**WHAT IS EXPECTED**:
Each line below should be retyped exactly, with no pictures.
──────── DATA EXTRACT
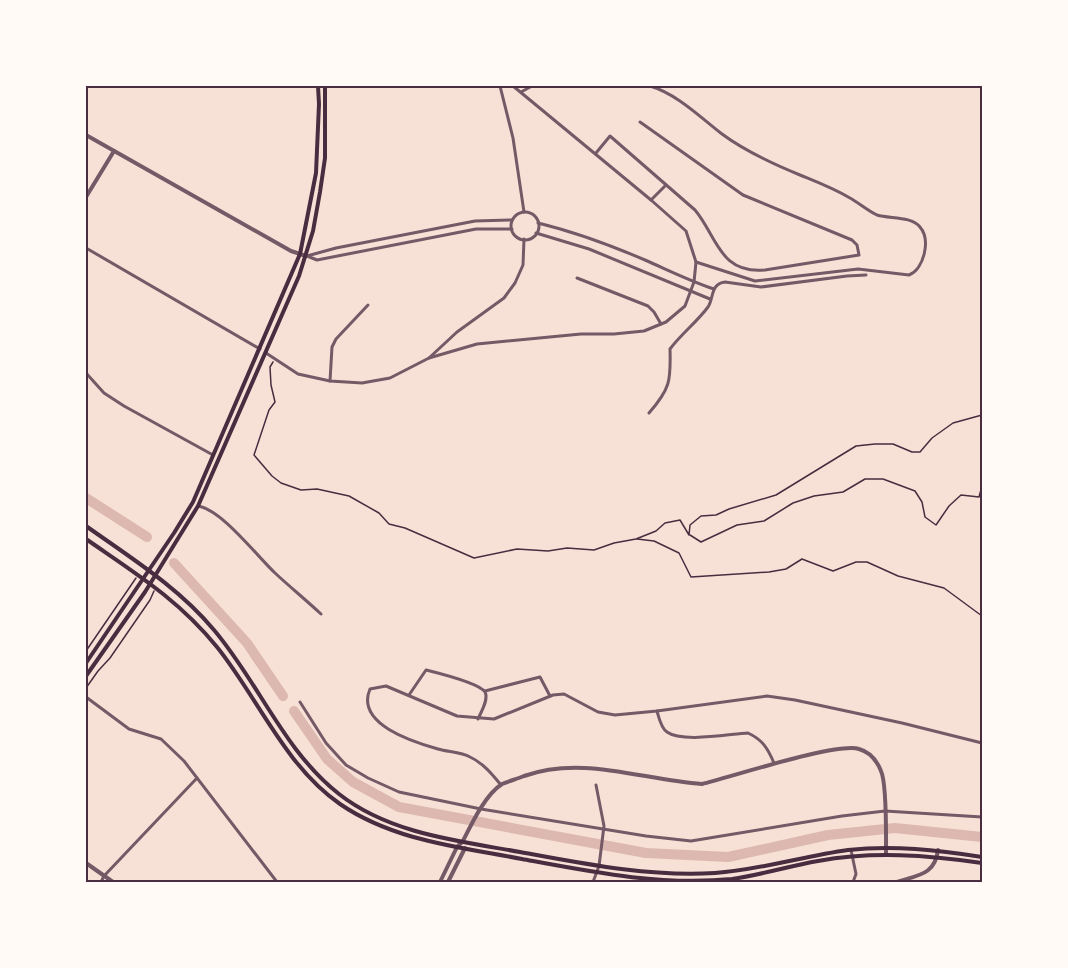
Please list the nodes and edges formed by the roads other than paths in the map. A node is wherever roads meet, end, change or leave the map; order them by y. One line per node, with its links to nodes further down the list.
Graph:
1 (318, 86): 22 (main road)
2 (325, 86): 23 (main road)
3 (500, 86): 15 (street)
4 (513, 86): 7 (street)
5 (532, 86): 7 (street)
6 (650, 86): 24 (street)
7 (521, 92): 11 (street)
8 (640, 122): 12 (street)
9 (86, 135): 10 (street)
10 (114, 151): 13 (street); 22 (street)
11 (596, 153): 12 (street); 14 (street)
12 (666, 184): 14 (street)
13 (86, 197)
14 (651, 200): 24 (street)
15 (524, 212): 16 (street); 17 (street)
16 (512, 220): 18 (street); 23 (street)
17 (538, 223): 19 (street); 27 (street)
18 (512, 229): 20 (street); 23 (street)
19 (536, 233): 20 (street); 29 (street)
20 (524, 239): 35 (street)
21 (86, 248): 33 (street)
22 (300, 254): 23 (street); 33 (main road)
23 (307, 256): 34 (main road)
24 (696, 262): 27 (street)
25 (866, 275): 28 (street)
26 (577, 278): 32 (street)
27 (694, 282): 28 (street); 29 (street)
28 (714, 288): 30 (street)
29 (690, 291): 30 (street); 32 (street)
30 (710, 299): 38 (street)
31 (368, 305): 37 (street)
32 (661, 324): 35 (street)
33 (260, 349): 39 (main road)
34 (266, 353): 37 (street); 40 (main road)
35 (429, 358): 37 (street)
36 (86, 373): 39 (street)
37 (330, 381)
38 (649, 413)
39 (213, 455): 43 (main road)
40 (198, 506): 44 (main road); 47 (street)
41 (86, 526): 43 (main road)
42 (86, 539): 45 (main road)
43 (149, 570): 44 (main road); 45 (main road)
44 (156, 575): 46 (main road); 66 (main road)
45 (141, 576): 46 (main road); 48 (main road)
46 (150, 583): 49 (main road); 67 (main road)
47 (321, 614)
48 (86, 663)
49 (86, 676)
50 (484, 691): 51 (street); 52 (street); 56 (street)
51 (409, 695): 56 (street); 60 (street)
52 (550, 696): 55 (street); 56 (street)
53 (86, 697): 59 (street)
54 (300, 702): 62 (street)
55 (657, 711): 57 (street); 58 (street)
56 (478, 719)
57 (982, 743)
58 (774, 765): 60 (street); 63 (street)
59 (197, 778): 80 (street); 83 (street)
60 (502, 785): 62 (street)
61 (596, 785): 65 (street)
62 (481, 809): 65 (street); 66 (street)
63 (885, 811): 64 (street); 65 (street); 69 (street)
64 (982, 817)
65 (603, 829): 78 (street)
66 (463, 841): 67 (street); 68 (street); 78 (main road)
67 (457, 847): 68 (main road); 84 (street)
68 (465, 848): 79 (main road); 85 (street)
69 (886, 848): 70 (main road); 71 (main road); 72 (street)
70 (851, 850): 73 (street); 78 (main road)
71 (938, 850): 74 (street); 75 (main road)
72 (886, 854): 73 (main road); 74 (main road)
73 (852, 856): 79 (main road); 87 (street)
74 (937, 857): 77 (main road); 88 (street)
75 (982, 857)
76 (86, 863): 80 (street)
77 (982, 863)
78 (599, 866): 79 (street)
79 (596, 872): 86 (street)
80 (104, 876): 81 (street); 82 (street)
81 (101, 882)
82 (113, 882)
83 (277, 882)
84 (440, 882)
85 (448, 882)
86 (593, 882)
87 (853, 882)
88 (897, 882)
────────────────
**SOLUTION BELOW**:
Please list the nodes and edges formed by the roads other than paths in the map. A node is wherever roads meet, end, change or leave the map; order them by y. One line per node, with its links to nodes further down the list.
Graph:
1 (318, 86): 22 (main road)
2 (325, 86): 23 (main road)
3 (500, 86): 15 (street)
4 (513, 86): 7 (street)
5 (532, 86): 7 (street)
6 (650, 86): 24 (street)
7 (521, 92): 11 (street)
8 (640, 122): 12 (street)
9 (86, 135): 10 (street)
10 (114, 151): 13 (street); 22 (street)
11 (596, 153): 12 (street); 14 (street)
12 (666, 184): 14 (street)
13 (86, 197)
14 (651, 200): 24 (street)
15 (524, 212): 16 (street); 17 (street)
16 (512, 220): 18 (street); 23 (street)
17 (538, 223): 19 (street); 27 (street)
18 (512, 229): 20 (street); 23 (street)
19 (536, 233): 20 (street); 29 (street)
20 (524, 239): 35 (street)
21 (86, 248): 33 (street)
22 (300, 254): 23 (street); 33 (main road)
23 (307, 256): 34 (main road)
24 (696, 262): 27 (street)
25 (866, 275): 28 (street)
26 (577, 278): 32 (street)
27 (694, 282): 28 (street); 29 (street)
28 (714, 288): 30 (street)
29 (690, 291): 30 (street); 32 (street)
30 (710, 299): 38 (street)
31 (368, 305): 37 (street)
32 (661, 324): 35 (street)
33 (260, 349): 39 (main road)
34 (266, 353): 37 (street); 40 (main road)
35 (429, 358): 37 (street)
36 (86, 373): 39 (street)
37 (330, 381)
38 (649, 413)
39 (213, 455): 43 (main road)
40 (198, 506): 44 (main road); 47 (street)
41 (86, 526): 43 (main road)
42 (86, 539): 45 (main road)
43 (149, 570): 44 (main road); 45 (main road)
44 (156, 575): 46 (main road); 66 (main road)
45 (141, 576): 46 (main road); 48 (main road)
46 (150, 583): 49 (main road); 67 (main road)
47 (321, 614)
48 (86, 663)
49 (86, 676)
50 (484, 691): 51 (street); 52 (street); 56 (street)
51 (409, 695): 56 (street); 60 (street)
52 (550, 696): 55 (street); 56 (street)
53 (86, 697): 59 (street)
54 (300, 702): 62 (street)
55 (657, 711): 57 (street); 58 (street)
56 (478, 719)
57 (982, 743)
58 (774, 765): 60 (street); 63 (street)
59 (197, 778): 80 (street); 83 (street)
60 (502, 785): 62 (street)
61 (596, 785): 65 (street)
62 (481, 809): 65 (street); 66 (street)
63 (885, 811): 64 (street); 65 (street); 69 (street)
64 (982, 817)
65 (603, 829): 78 (street)
66 (463, 841): 67 (street); 68 (street); 78 (main road)
67 (457, 847): 68 (main road); 84 (street)
68 (465, 848): 79 (main road); 85 (street)
69 (886, 848): 70 (main road); 71 (main road); 72 (street)
70 (851, 850): 73 (street); 78 (main road)
71 (938, 850): 74 (street); 75 (main road)
72 (886, 854): 73 (main road); 74 (main road)
73 (852, 856): 79 (main road); 87 (street)
74 (937, 857): 77 (main road); 88 (street)
75 (982, 857)
76 (86, 863): 80 (street)
77 (982, 863)
78 (599, 866): 79 (street)
79 (596, 872): 86 (street)
80 (104, 876): 81 (street); 82 (street)
81 (101, 882)
82 (113, 882)
83 (277, 882)
84 (440, 882)
85 (448, 882)
86 (593, 882)
87 (853, 882)
88 (897, 882)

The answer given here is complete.